In October, Tandi Dorji became the first Bhutanese foreign minister to travel to Beijing when he met Chinese Vice President Han Zheng and described the long-running border talks as an ‘historic opportunity’. In the same month, Lotay Tshering, Bhutan’s prime minister at the time, told The Hindu newspaper: “We hope to see a line being drawn – this side Bhutan and that side China.” “Theoretically, how can Bhutan not have any bilateral relations with China? The question is when, and in what manner,” he said.

The latest images of Jakarlung Valley show a Chinese settlement under construction and an extensive road network built by the Chinese in the area. This recent imagery makes clear, the Chinese presence is growing in Bhutan’s north, and it is soon expected to become permanent. A “cooperation agreement” (the “three-step roadmap” to expedite negotiations to resolve their boundary dispute) was inked between Bhutan and China in October 2021 after talks over their disputed northern frontier sparked concern in India, which has long regarded Bhutan as a buffer state firmly under its orbit. Bhutan is “one of the last barriers” in China’s bid to exert influence in South Asia, said Harsh V Pant, an international relations professor at King’s College London. India effectively oversaw Bhutan’s foreign policy until 2007 till the first election was held in 2008, reports France24.

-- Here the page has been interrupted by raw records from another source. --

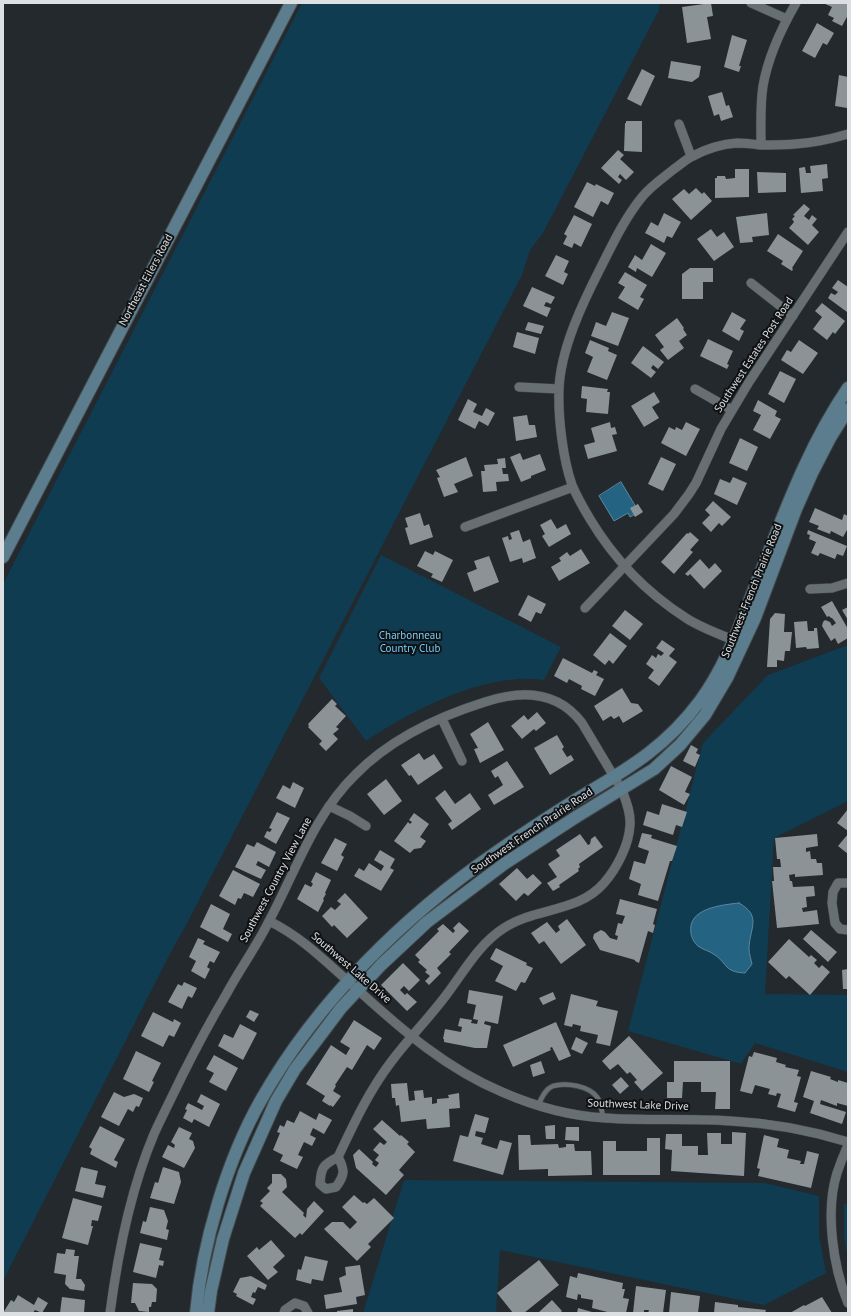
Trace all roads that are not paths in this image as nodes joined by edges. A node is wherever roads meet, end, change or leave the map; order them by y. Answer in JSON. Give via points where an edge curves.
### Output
{"nodes":[{"id":1,"x":291,"y":3,"type":"edge"},
{"id":2,"x":751,"y":3,"type":"edge"},
{"id":3,"x":796,"y":3,"type":"edge"},
{"id":4,"x":787,"y":19,"type":"junction"},
{"id":5,"x":680,"y":124,"type":"dead end"},
{"id":6,"x":848,"y":134,"type":"edge"},
{"id":7,"x":761,"y":145,"type":"junction"},
{"id":8,"x":691,"y":156,"type":"junction"},
{"id":9,"x":848,"y":232,"type":"edge"},
{"id":10,"x":752,"y":283,"type":"dead end"},
{"id":11,"x":793,"y":316,"type":"junction"},
{"id":12,"x":519,"y":387,"type":"dead end"},
{"id":13,"x":848,"y":388,"type":"edge"},
{"id":14,"x":559,"y":389,"type":"junction"},
{"id":15,"x":695,"y":389,"type":"dead end"},
{"id":16,"x":848,"y":409,"type":"edge"},
{"id":17,"x":732,"y":410,"type":"junction"},
{"id":18,"x":573,"y":487,"type":"junction"},
{"id":19,"x":465,"y":527,"type":"dead end"},
{"id":20,"x":3,"y":557,"type":"edge"},
{"id":21,"x":625,"y":567,"type":"junction"},
{"id":22,"x":848,"y":583,"type":"edge"},
{"id":23,"x":810,"y":589,"type":"dead end"},
{"id":24,"x":585,"y":608,"type":"dead end"},
{"id":25,"x":738,"y":642,"type":"junction"},
{"id":26,"x":442,"y":719,"type":"junction"},
{"id":27,"x":462,"y":761,"type":"dead end"},
{"id":28,"x":614,"y":778,"type":"junction"},
{"id":29,"x":622,"y":790,"type":"junction"},
{"id":30,"x":330,"y":806,"type":"junction"},
{"id":31,"x":366,"y":826,"type":"dead end"},
{"id":32,"x":848,"y":882,"type":"edge"},
{"id":33,"x":269,"y":921,"type":"junction"},
{"id":34,"x":848,"y":930,"type":"edge"},
{"id":35,"x":348,"y":981,"type":"junction"},
{"id":36,"x":357,"y":990,"type":"junction"},
{"id":37,"x":411,"y":1036,"type":"junction"},
{"id":38,"x":538,"y":1105,"type":"junction"},
{"id":39,"x":604,"y":1118,"type":"junction"},
{"id":40,"x":848,"y":1142,"type":"edge"},
{"id":41,"x":848,"y":1145,"type":"edge"},
{"id":42,"x":338,"y":1157,"type":"dead end"},
{"id":43,"x":848,"y":1303,"type":"edge"},
{"id":44,"x":110,"y":1313,"type":"edge"},
{"id":45,"x":196,"y":1313,"type":"edge"},
{"id":46,"x":208,"y":1313,"type":"edge"},
{"id":47,"x":284,"y":1313,"type":"edge"},
{"id":48,"x":308,"y":1313,"type":"edge"}],
"edges":[{"from":1,"to":20,"type":"street","name":"Northeast Eilers Road"},
{"from":2,"to":4,"type":"street"},
{"from":3,"to":4,"type":"street"},
{"from":4,"to":7,"type":"street","via":[[763,87]]},
{"from":5,"to":8,"type":"street"},
{"from":6,"to":7,"type":"street","via":[[795,144]]},
{"from":7,"to":8,"type":"street","via":[[738,143]]},
{"from":8,"to":14,"type":"street","via":[[641,198],[614,241],[579,312],[567,348]]},
{"from":9,"to":11,"type":"street","name":"Southwest Estates Post Road"},
{"from":10,"to":11,"type":"street"},
{"from":11,"to":17,"type":"street","name":"Southwest Estates Post Road"},
{"from":12,"to":14,"type":"street"},
{"from":13,"to":25,"type":"street","name":"Southwest French Prairie Road","via":[[807,459]]},
{"from":14,"to":18,"type":"street","via":[[564,452]]},
{"from":15,"to":17,"type":"street"},
{"from":16,"to":25,"type":"street","name":"Southwest French Prairie Road","via":[[812,473]]},
{"from":17,"to":21,"type":"street","name":"Southwest Estates Post Road","via":[[689,494]]},
{"from":18,"to":19,"type":"street"},
{"from":18,"to":21,"type":"street","via":[[600,536]]},
{"from":21,"to":24,"type":"street","name":"Southwest Estates Post Road"},
{"from":21,"to":25,"type":"street","via":[[687,619]]},
{"from":22,"to":23,"type":"street","via":[[832,588]]},
{"from":25,"to":28,"type":"street","name":"Southwest French Prairie Road","via":[[700,700],[675,731],[646,757]]},
{"from":25,"to":29,"type":"street","name":"Southwest French Prairie Road","via":[[720,692],[705,715],[680,745],[654,770]]},
{"from":26,"to":27,"type":"street"},
{"from":26,"to":28,"type":"street","name":"Southwest Country View Lane","via":[[462,709],[513,696],[533,695],[552,699],[576,715]]},
{"from":26,"to":30,"type":"street","name":"Southwest Country View Lane","via":[[390,745],[353,776]]},
{"from":28,"to":29,"type":"street","name":"Southwest Country View Lane"},
{"from":28,"to":35,"type":"street","name":"Southwest French Prairie Road","via":[[497,852],[433,900]]},
{"from":29,"to":36,"type":"street","name":"Southwest French Prairie Road","via":[[504,864],[427,922]]},
{"from":29,"to":37,"type":"street","name":"Southwest Country View Lane","via":[[630,825],[618,862],[603,884],[574,904],[513,922],[494,935],[476,953],[446,995]]},
{"from":30,"to":31,"type":"street"},
{"from":30,"to":33,"type":"street","name":"Southwest Country View Lane","via":[[301,856]]},
{"from":32,"to":34,"type":"street","via":[[838,883],[833,892],[832,903],[835,923],[840,929]]},
{"from":33,"to":35,"type":"street","name":"Southwest Lake Drive","via":[[315,950]]},
{"from":33,"to":44,"type":"street","name":"Southwest Country View Lane","via":[[226,994],[154,1134],[129,1208]]},
{"from":35,"to":36,"type":"street","name":"Southwest Lake Drive"},
{"from":35,"to":45,"type":"street","name":"Southwest French Prairie Road","via":[[280,1069],[248,1126],[213,1223],[201,1271]]},
{"from":36,"to":37,"type":"street","name":"Southwest Lake Drive"},
{"from":36,"to":46,"type":"street","name":"Southwest French Prairie Road","via":[[340,1008],[295,1068],[264,1125],[244,1173],[223,1239]]},
{"from":37,"to":38,"type":"street","name":"Southwest Lake Drive","via":[[468,1076]]},
{"from":37,"to":42,"type":"street","name":"Southwest Country View Lane","via":[[370,1093]]},
{"from":38,"to":39,"type":"street","name":"Southwest Lake Drive"},
{"from":38,"to":39,"type":"lane","via":[[544,1093],[553,1087],[566,1084],[582,1087],[597,1096]]},
{"from":39,"to":40,"type":"street","name":"Southwest Lake Drive","via":[[752,1122],[816,1132]]},
{"from":41,"to":43,"type":"street","via":[[836,1174],[832,1236],[835,1259]]},
{"from":47,"to":48,"type":"street","via":[[295,1303],[304,1306]]}]}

It appears that as India has decisively tilted towards the USA, China with its deep pocket is trying to isolate India from its trusted neighbours. In the second week of January, the National Development and Reform Commission (NDRC), China’s top economic planner, launched its seventh batch of major foreign investment projects to further consolidate the fundamentals of foreign investment. The 11 selected projects cover a number of fields including biomed, automobile manufacturing, new energy batteries and chemical production — marking a new all-time high. The total planned investment for the projects exceeds USD 15 billion, and the investment in any single project is generally more than USD 1 billion. Up to now, the first six batches of 40 major foreign investment projects have completed a total investment of USD 73 billion, and 23 have been fully or partially put into production, according to the NDRC.

Observations

US strategists observe that the White House’s high-profile “Indo-Pacific Strategy” document from 2022 does not reference Maldives, but instead references India multiple times and discusses in its action plan how the United States will support India’s leadership in the region. However, this stance has implications for the U.S.-Maldives relationship if Maldives-India relations remain tense. The United States does not appear to be involved in the difficult Maldives-India conversation and is focused on expanding its own relationship with Maldives. Samantha Power, the U.S. Agency for International Development (USAID) administrator, attended Muizzu’s inauguration, the US policy analyst notes.

The Modi government’s ‘neighbour first policy’ is facing strong challenges from India’s big neighbour — the Peoples’ Republic of China. A long-term India-China peace treaty and amicable settlement of border disputes through negotiations appears to be the only viable win-win solution to these two great ancient civilisations which share thousands of years of peaceful co-existence.